東国予選ともなると、これが普通の光景なのかとかなり度肝を抜かれた。
せっかく緊張が解けているのに、また緊張させてはいけない。視察の事は生徒たちには黙っておこうと川上は感じた。
「勝って次の試合まで郡山を堪能しようぜ! せっかくここまで来たってのに観光もせずには帰れないからな!」
戸狩の檄に荒木たちは気合を入れ直した。
竜杖を手にし、竜に跨り、競技場へと向かって行く。その姿は実に頼もしいものに映る。
観客席を見ると、相手の観客席は学校の生徒たちで満員となっている。
片やこちらの観客席は川村たちと一部の生徒以外は普通に試合を観に来た一般の人たち。
陸奥農大付属の選手たちが競技場に入ると大歓声が沸き起こった。
圧倒的な敵地感。
「話が違うじゃねえかよ。
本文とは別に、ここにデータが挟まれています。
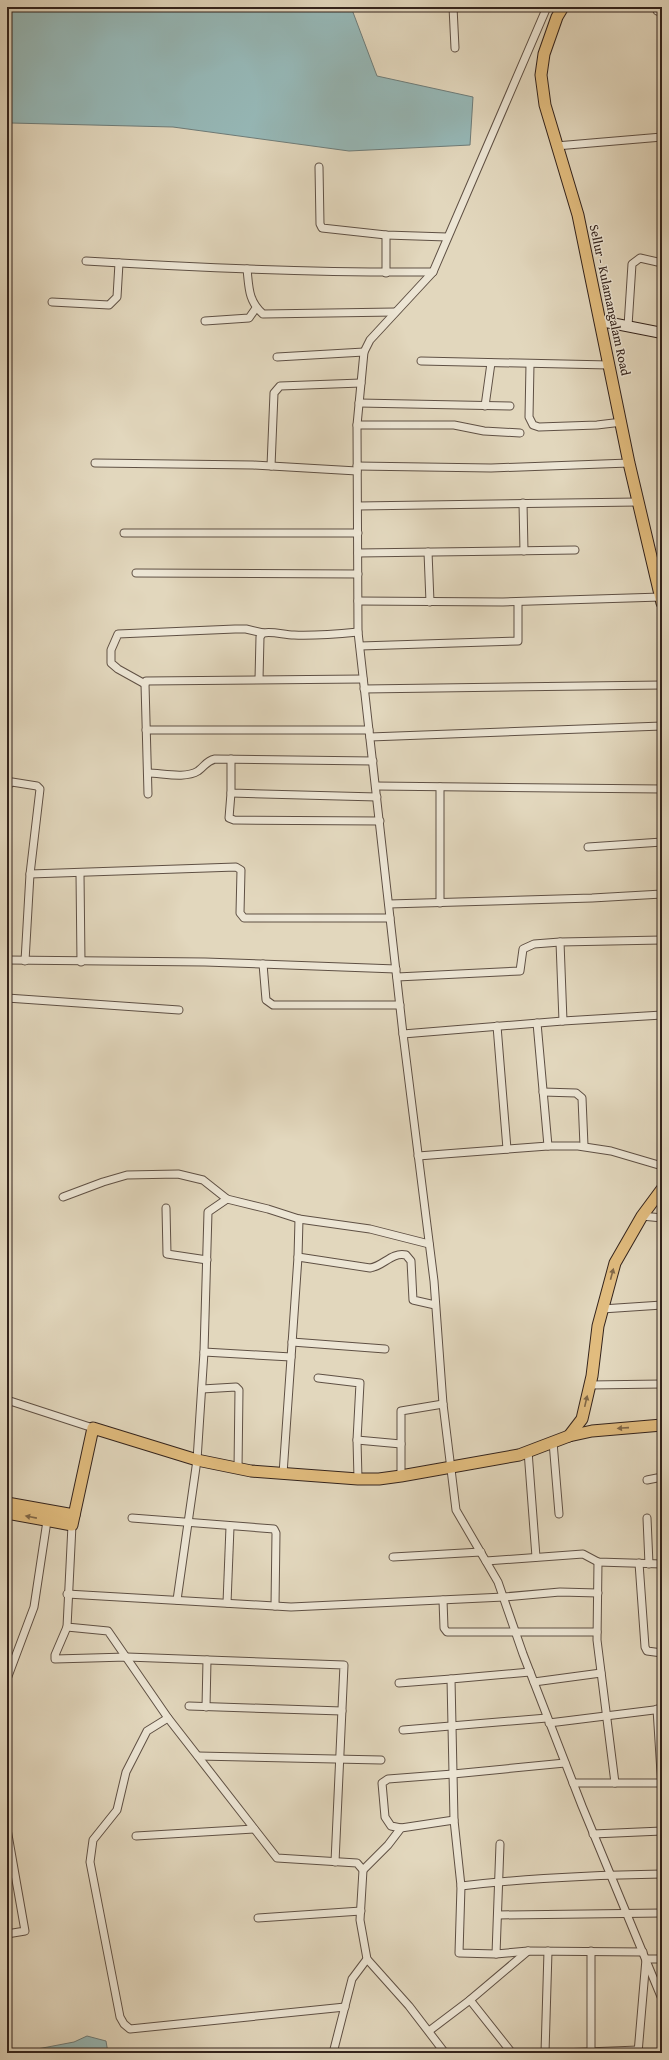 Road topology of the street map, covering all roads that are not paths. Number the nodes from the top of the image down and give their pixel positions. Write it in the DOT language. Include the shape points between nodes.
graph roads {
  1 [pos="452,7"];
  2 [pos="547,7"];
  3 [pos="563,7"];
  4 [pos="656,7"];
  5 [pos="557,12"];
  6 [pos="662,12"];
  7 [pos="455,48"];
  8 [pos="662,136"];
  9 [pos="556,146"];
  10 [pos="319,167"];
  11 [pos="386,235"];
  12 [pos="447,237"];
  13 [pos="86,261"];
  14 [pos="119,263"];
  15 [pos="662,263"];
  16 [pos="247,269"];
  17 [pos="433,272"];
  18 [pos="386,273"];
  19 [pos="52,302"];
  20 [pos="256,308"];
  21 [pos="395,312"];
  22 [pos="205,321"];
  23 [pos="601,321"];
  24 [pos="628,326"];
  25 [pos="662,333"];
  26 [pos="364,352"];
  27 [pos="277,357"];
  28 [pos="422,361"];
  29 [pos="491,363"];
  30 [pos="530,364"];
  31 [pos="609,365"];
  32 [pos="361,383"];
  33 [pos="359,403"];
  34 [pos="485,406"];
  35 [pos="510,406"];
  36 [pos="622,422"];
  37 [pos="357,425"];
  38 [pos="520,434"];
  39 [pos="95,462"];
  40 [pos="629,463"];
  41 [pos="271,466"];
  42 [pos="357,469"];
  43 [pos="638,502"];
  44 [pos="524,504"];
  45 [pos="358,506"];
  46 [pos="124,533"];
  47 [pos="358,533"];
  48 [pos="575,550"];
  49 [pos="524,551"];
  50 [pos="428,552"];
  51 [pos="358,553"];
  52 [pos="136,573"];
  53 [pos="358,574"];
  54 [pos="659,581"];
  55 [pos="661,600"];
  56 [pos="358,601"];
  57 [pos="430,602"];
  58 [pos="518,602"];
  59 [pos="358,632"];
  60 [pos="263,633"];
  61 [pos="360,646"];
  62 [pos="259,679"];
  63 [pos="363,679"];
  64 [pos="145,684"];
  65 [pos="662,685"];
  66 [pos="364,689"];
  67 [pos="662,726"];
  68 [pos="146,730"];
  69 [pos="369,733"];
  70 [pos="231,759"];
  71 [pos="373,761"];
  72 [pos="148,773"];
  73 [pos="7,786"];
  74 [pos="376,786"];
  75 [pos="440,787"];
  76 [pos="662,790"];
  77 [pos="231,793"];
  78 [pos="148,794"];
  79 [pos="377,797"];
  80 [pos="380,821"];
  81 [pos="662,842"];
  82 [pos="588,848"];
  83 [pos="30,874"];
  84 [pos="80,874"];
  85 [pos="662,894"];
  86 [pos="440,903"];
  87 [pos="389,904"];
  88 [pos="390,918"];
  89 [pos="662,940"];
  90 [pos="560,942"];
  91 [pos="7,960"];
  92 [pos="25,961"];
  93 [pos="81,962"];
  94 [pos="263,964"];
  95 [pos="396,969"];
  96 [pos="397,977"];
  97 [pos="7,998"];
  98 [pos="400,1005"];
  99 [pos="179,1010"];
  100 [pos="662,1015"];
  101 [pos="563,1021"];
  102 [pos="537,1023"];
  103 [pos="497,1026"];
  104 [pos="403,1034"];
  105 [pos="544,1092"];
  106 [pos="548,1146"];
  107 [pos="584,1146"];
  108 [pos="507,1149"];
  109 [pos="418,1156"];
  110 [pos="662,1166"];
  111 [pos="662,1189"];
  112 [pos="63,1197"];
  113 [pos="227,1199"];
  114 [pos="166,1208"];
  115 [pos="642,1216"];
  116 [pos="662,1218"];
  117 [pos="299,1219"];
  118 [pos="429,1244"];
  119 [pos="298,1256"];
  120 [pos="207,1260"];
  121 [pos="435,1305"];
  122 [pos="662,1305"];
  123 [pos="602,1309"];
  124 [pos="292,1342"];
  125 [pos="385,1349"];
  126 [pos="204,1352"];
  127 [pos="291,1357"];
  128 [pos="318,1378"];
  129 [pos="662,1384"];
  130 [pos="590,1385"];
  131 [pos="202,1389"];
  132 [pos="7,1400"];
  133 [pos="443,1404"];
  134 [pos="662,1425"];
  135 [pos="93,1428"];
  136 [pos="569,1436"];
  137 [pos="356,1440"];
  138 [pos="552,1442"];
  139 [pos="401,1444"];
  140 [pos="528,1451"];
  141 [pos="197,1460"];
  142 [pos="452,1467"];
  143 [pos="238,1469"];
  144 [pos="283,1474"];
  145 [pos="401,1476"];
  146 [pos="662,1477"];
  147 [pos="358,1479"];
  148 [pos="647,1480"];
  149 [pos="7,1503"];
  150 [pos="7,1513"];
  151 [pos="559,1514"];
  152 [pos="132,1518"];
  153 [pos="647,1518"];
  154 [pos="47,1520"];
  155 [pos="73,1520"];
  156 [pos="188,1524"];
  157 [pos="230,1527"];
  158 [pos="481,1552"];
  159 [pos="393,1557"];
  160 [pos="536,1557"];
  161 [pos="486,1561"];
  162 [pos="598,1562"];
  163 [pos="638,1563"];
  164 [pos="649,1564"];
  165 [pos="662,1564"];
  166 [pos="598,1593"];
  167 [pos="67,1594"];
  168 [pos="504,1597"];
  169 [pos="177,1600"];
  170 [pos="443,1600"];
  171 [pos="227,1603"];
  172 [pos="275,1606"];
  173 [pos="67,1627"];
  174 [pos="515,1630"];
  175 [pos="597,1632"];
  176 [pos="662,1653"];
  177 [pos="127,1657"];
  178 [pos="207,1660"];
  179 [pos="530,1672"];
  180 [pos="601,1673"];
  181 [pos="451,1679"];
  182 [pos="7,1680"];
  183 [pos="534,1682"];
  184 [pos="399,1683"];
  185 [pos="189,1706"];
  186 [pos="206,1707"];
  187 [pos="659,1709"];
  188 [pos="342,1711"];
  189 [pos="606,1715"];
  190 [pos="168,1718"];
  191 [pos="548,1720"];
  192 [pos="452,1726"];
  193 [pos="403,1730"];
  194 [pos="198,1756"];
  195 [pos="340,1760"];
  196 [pos="381,1760"];
  197 [pos="565,1764"];
  198 [pos="453,1774"];
  199 [pos="573,1783"];
  200 [pos="615,1783"];
  201 [pos="662,1783"];
  202 [pos="662,1789"];
  203 [pos="454,1820"];
  204 [pos="7,1828"];
  205 [pos="401,1828"];
  206 [pos="254,1829"];
  207 [pos="662,1831"];
  208 [pos="593,1834"];
  209 [pos="136,1836"];
  210 [pos="500,1844"];
  211 [pos="335,1862"];
  212 [pos="363,1870"];
  213 [pos="610,1874"];
  214 [pos="662,1874"];
  215 [pos="499,1881"];
  216 [pos="461,1886"];
  217 [pos="361,1911"];
  218 [pos="662,1913"];
  219 [pos="627,1914"];
  220 [pos="498,1915"];
  221 [pos="258,1918"];
  222 [pos="7,1934"];
  223 [pos="528,1951"];
  224 [pos="548,1951"];
  225 [pos="591,1952"];
  226 [pos="496,1954"];
  227 [pos="645,1956"];
  228 [pos="367,1959"];
  229 [pos="662,1959"];
  230 [pos="659,1982"];
  231 [pos="662,1999"];
  232 [pos="470,2000"];
  233 [pos="345,2007"];
  234 [pos="429,2031"];
  235 [pos="638,2052"];
  236 [pos="332,2053"];
  237 [pos="337,2053"];
  238 [pos="446,2053"];
  239 [pos="512,2053"];
  240 [pos="545,2053"];
  241 [pos="561,2053"];
  242 [pos="591,2053"];
  1 -- 7 [label="street"];
  2 -- 12 [label="street"];
  3 -- 5 [label="main road, Sellur - Kulamangalam Road"];
  4 -- 6 [label="street" via="657,11"];
  5 -- 9 [label="main road, Sellur - Kulamangalam Road" via="544,54 541,75 545,104"];
  8 -- 9 [label="street"];
  9 -- 23 [label="main road, Sellur - Kulamangalam Road" via="578,215"];
  10 -- 11 [label="street" via="322,228"];
  11 -- 12 [label="street"];
  11 -- 18 [label="street"];
  12 -- 17 [label="street"];
  13 -- 14 [label="street"];
  14 -- 16 [label="street"];
  14 -- 19 [label="street" via="117,297 109,305"];
  15 -- 24 [label="street" via="640,258 632,264"];
  16 -- 18 [label="street"];
  16 -- 20 [label="street" via="250,299"];
  17 -- 18 [label="street"];
  17 -- 21 [label="street"];
  20 -- 21 [label="street" via="263,314"];
  20 -- 22 [label="street" via="249,318"];
  21 -- 26 [label="street" via="370,340"];
  23 -- 24 [label="street"];
  23 -- 31 [label="main road, Sellur - Kulamangalam Road"];
  24 -- 25 [label="street"];
  26 -- 27 [label="street"];
  26 -- 32 [label="street"];
  28 -- 29 [label="street"];
  29 -- 30 [label="street"];
  29 -- 34 [label="street"];
  30 -- 31 [label="street"];
  30 -- 36 [label="street" via="529,417 533,425 539,427"];
  31 -- 36 [label="main road, Sellur - Kulamangalam Road"];
  32 -- 33 [label="street"];
  32 -- 41 [label="street" via="280,386 276,389"];
  33 -- 34 [label="street"];
  33 -- 37 [label="street"];
  34 -- 35 [label="street"];
  36 -- 40 [label="main road, Sellur - Kulamangalam Road"];
  37 -- 38 [label="street" via="454,425"];
  37 -- 42 [label="street"];
  39 -- 41 [label="street"];
  40 -- 42 [label="street"];
  40 -- 43 [label="main road, Sellur - Kulamangalam Road"];
  41 -- 42 [label="street"];
  42 -- 45 [label="street"];
  43 -- 44 [label="street"];
  43 -- 54 [label="main road, Sellur - Kulamangalam Road"];
  44 -- 45 [label="street"];
  44 -- 49 [label="street"];
  45 -- 47 [label="street"];
  46 -- 47 [label="street"];
  47 -- 51 [label="street"];
  48 -- 49 [label="street"];
  49 -- 50 [label="street"];
  50 -- 51 [label="street"];
  50 -- 57 [label="street"];
  51 -- 53 [label="street"];
  52 -- 53 [label="street"];
  53 -- 56 [label="street"];
  54 -- 55 [label="main road, Sellur - Kulamangalam Road"];
  55 -- 58 [label="street"];
  56 -- 57 [label="street"];
  56 -- 59 [label="street"];
  57 -- 58 [label="street"];
  58 -- 61 [label="street" via="518,641"];
  59 -- 60 [label="street" via="317,636"];
  59 -- 61 [label="street"];
  60 -- 62 [label="street" via="260,637"];
  60 -- 64 [label="street" via="240,629 118,634 111,650 111,663"];
  61 -- 63 [label="street"];
  62 -- 63 [label="street"];
  62 -- 64 [label="street" via="150,680"];
  63 -- 66 [label="street"];
  64 -- 68 [label="street"];
  65 -- 66 [label="street"];
  66 -- 69 [label="street"];
  67 -- 69 [label="street"];
  68 -- 69 [label="street"];
  68 -- 72 [label="street"];
  69 -- 71 [label="street"];
  70 -- 71 [label="street"];
  70 -- 72 [label="street" via="209,760 198,770 190,773"];
  70 -- 77 [label="street"];
  71 -- 74 [label="street"];
  72 -- 78 [label="street"];
  73 -- 83 [label="street" via="12,782 37,786 40,789"];
  74 -- 75 [label="street"];
  74 -- 79 [label="street"];
  75 -- 76 [label="street"];
  75 -- 86 [label="street"];
  77 -- 79 [label="street"];
  77 -- 80 [label="street" via="228,814 229,818 234,820"];
  79 -- 80 [label="street"];
  80 -- 87 [label="street"];
  81 -- 82 [label="street"];
  83 -- 84 [label="street"];
  83 -- 92 [label="street"];
  84 -- 88 [label="street" via="236,867 241,870 240,913 244,918"];
  84 -- 93 [label="street"];
  85 -- 86 [label="street"];
  86 -- 87 [label="street"];
  87 -- 88 [label="street"];
  88 -- 95 [label="street"];
  89 -- 90 [label="street"];
  90 -- 96 [label="street" via="534,944 523,949 520,971"];
  90 -- 101 [label="street"];
  91 -- 92 [label="street"];
  92 -- 93 [label="street"];
  93 -- 94 [label="street"];
  94 -- 95 [label="street"];
  94 -- 98 [label="street" via="266,1000 273,1005"];
  95 -- 96 [label="street"];
  96 -- 98 [label="street"];
  97 -- 99 [label="street"];
  98 -- 104 [label="street"];
  100 -- 101 [label="street"];
  101 -- 102 [label="street"];
  102 -- 103 [label="street"];
  102 -- 105 [label="street"];
  103 -- 104 [label="street"];
  103 -- 108 [label="street"];
  104 -- 109 [label="street"];
  105 -- 106 [label="street"];
  105 -- 107 [label="street" via="576,1093 582,1098"];
  106 -- 107 [label="street"];
  106 -- 108 [label="street"];
  107 -- 110 [label="street"];
  108 -- 109 [label="street"];
  109 -- 118 [label="street"];
  111 -- 115 [label="main road"];
  112 -- 113 [label="street" via="127,1175 178,1174 203,1180"];
  113 -- 117 [label="street"];
  113 -- 120 [label="street" via="208,1212"];
  114 -- 120 [label="street" via="167,1254"];
  115 -- 116 [label="street"];
  123 -- 115 [label="main road, one-way" via="615,1263"];
  117 -- 118 [label="street" via="370,1229"];
  117 -- 119 [label="street"];
  118 -- 121 [label="street"];
  119 -- 121 [label="street" via="370,1268 395,1255 406,1255 411,1261 413,1300"];
  119 -- 124 [label="street"];
  120 -- 126 [label="street"];
  121 -- 133 [label="street"];
  122 -- 123 [label="street"];
  123 -- 130 [label="main road"];
  124 -- 125 [label="street"];
  124 -- 127 [label="street"];
  126 -- 127 [label="street"];
  126 -- 131 [label="street"];
  127 -- 144 [label="street"];
  128 -- 137 [label="street" via="360,1383"];
  129 -- 130 [label="street"];
  136 -- 130 [label="main road, one-way" via="582,1419"];
  131 -- 141 [label="street"];
  131 -- 143 [label="street" via="236,1387 239,1390"];
  132 -- 135 [label="street"];
  133 -- 139 [label="street" via="401,1411"];
  133 -- 142 [label="street"];
  134 -- 136 [label="main road, one-way" via="592,1431"];
  135 -- 141 [label="main road"];
  135 -- 155 [label="main road"];
  136 -- 138 [label="main road"];
  137 -- 139 [label="street"];
  137 -- 147 [label="street"];
  138 -- 140 [label="main road"];
  138 -- 151 [label="street"];
  139 -- 145 [label="street"];
  140 -- 142 [label="main road" via="519,1455"];
  140 -- 160 [label="street"];
  141 -- 143 [label="main road"];
  141 -- 156 [label="street"];
  142 -- 145 [label="main road"];
  142 -- 158 [label="street" via="456,1510"];
  143 -- 144 [label="main road"];
  144 -- 147 [label="main road"];
  145 -- 147 [label="main road"];
  146 -- 148 [label="street"];
  149 -- 155 [label="main road"];
  154 -- 150 [label="main road, one-way"];
  152 -- 156 [label="street"];
  153 -- 164 [label="street"];
  154 -- 155 [label="main road"];
  154 -- 182 [label="street" via="34,1607"];
  155 -- 167 [label="street"];
  156 -- 157 [label="street"];
  156 -- 169 [label="street"];
  157 -- 171 [label="street"];
  157 -- 172 [label="street" via="270,1528 276,1533"];
  158 -- 159 [label="street"];
  158 -- 161 [label="street"];
  160 -- 161 [label="street"];
  160 -- 162 [label="street" via="583,1554"];
  161 -- 168 [label="street"];
  162 -- 163 [label="street"];
  162 -- 166 [label="street"];
  163 -- 164 [label="street"];
  163 -- 176 [label="street" via="645,1647 647,1651"];
  164 -- 165 [label="street"];
  166 -- 168 [label="street" via="560,1592"];
  166 -- 175 [label="street"];
  167 -- 169 [label="street"];
  167 -- 173 [label="street"];
  168 -- 170 [label="street"];
  168 -- 174 [label="street"];
  169 -- 171 [label="street"];
  170 -- 172 [label="street"];
  170 -- 174 [label="street" via="445,1631"];
  171 -- 172 [label="street"];
  173 -- 177 [label="street" via="108,1631"];
  173 -- 177 [label="street" via="55,1659"];
  174 -- 175 [label="street"];
  174 -- 179 [label="street"];
  175 -- 180 [label="street"];
  177 -- 178 [label="street"];
  177 -- 190 [label="street"];
  178 -- 186 [label="street"];
  178 -- 188 [label="street" via="344,1665"];
  179 -- 181 [label="street"];
  179 -- 183 [label="street"];
  180 -- 183 [label="street"];
  180 -- 189 [label="street"];
  181 -- 184 [label="street"];
  181 -- 192 [label="street"];
  183 -- 191 [label="street"];
  185 -- 186 [label="street"];
  186 -- 188 [label="street"];
  187 -- 189 [label="street"];
  187 -- 201 [label="street"];
  188 -- 195 [label="street"];
  189 -- 191 [label="street"];
  189 -- 200 [label="street"];
  190 -- 194 [label="street"];
  190 -- 233 [label="street" via="148,1731 126,1772 117,1810 93,1840 90,1862 120,2017 124,2024 130,2029"];
  191 -- 192 [label="street"];
  191 -- 197 [label="street"];
  192 -- 193 [label="street"];
  192 -- 198 [label="street"];
  194 -- 195 [label="street"];
  194 -- 206 [label="street"];
  195 -- 196 [label="street"];
  195 -- 211 [label="street"];
  197 -- 198 [label="street"];
  197 -- 199 [label="street"];
  198 -- 203 [label="street"];
  198 -- 205 [label="street" via="384,1780 382,1783 387,1822 391,1826"];
  199 -- 200 [label="street"];
  199 -- 208 [label="street"];
  200 -- 201 [label="street"];
  201 -- 202 [label="street"];
  203 -- 205 [label="street"];
  203 -- 216 [label="street"];
  204 -- 222 [label="street" via="25,1931"];
  205 -- 212 [label="street"];
  206 -- 209 [label="street"];
  206 -- 211 [label="street" via="277,1858"];
  207 -- 208 [label="street"];
  208 -- 213 [label="street"];
  210 -- 215 [label="street"];
  211 -- 212 [label="street" via="357,1864"];
  212 -- 217 [label="street"];
  213 -- 214 [label="street"];
  213 -- 215 [label="street"];
  213 -- 219 [label="street"];
  215 -- 216 [label="street"];
  215 -- 220 [label="street"];
  216 -- 226 [label="street" via="459,1954"];
  217 -- 221 [label="street"];
  217 -- 228 [label="street" via="360,1920"];
  218 -- 219 [label="street"];
  219 -- 220 [label="street"];
  219 -- 227 [label="street"];
  220 -- 226 [label="street"];
  223 -- 224 [label="street"];
  223 -- 226 [label="street"];
  223 -- 232 [label="street"];
  224 -- 225 [label="street"];
  224 -- 240 [label="street"];
  225 -- 227 [label="street"];
  225 -- 242 [label="street"];
  227 -- 229 [label="street"];
  227 -- 230 [label="street"];
  227 -- 235 [label="street"];
  228 -- 233 [label="street" via="352,1979"];
  228 -- 234 [label="street"];
  230 -- 231 [label="street"];
  232 -- 234 [label="street"];
  232 -- 239 [label="street"];
  233 -- 236 [label="street"];
  234 -- 238 [label="street"];
  235 -- 242 [label="street"];
  236 -- 237 [label="street"];
  241 -- 242 [label="street"];
}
大声での応援は駄目だっていうから俺たちの学校は応援部を呼ばなかったんじゃねえのかよ」
そう石牧が杉田に悪態をついた。
それを杉田は鼻で笑った。馬鹿正直に守る奴らが間抜けなんだと。
「そんなもん言い訳だよ。去年だって東国予選は中継されてるんだから、この光景は見ているはずだぞ。ようは金が無かったから呼べなかったってだけなんだよ」
各選手が守備位置に付くと、主審の笛が高らかに鳴り響いた。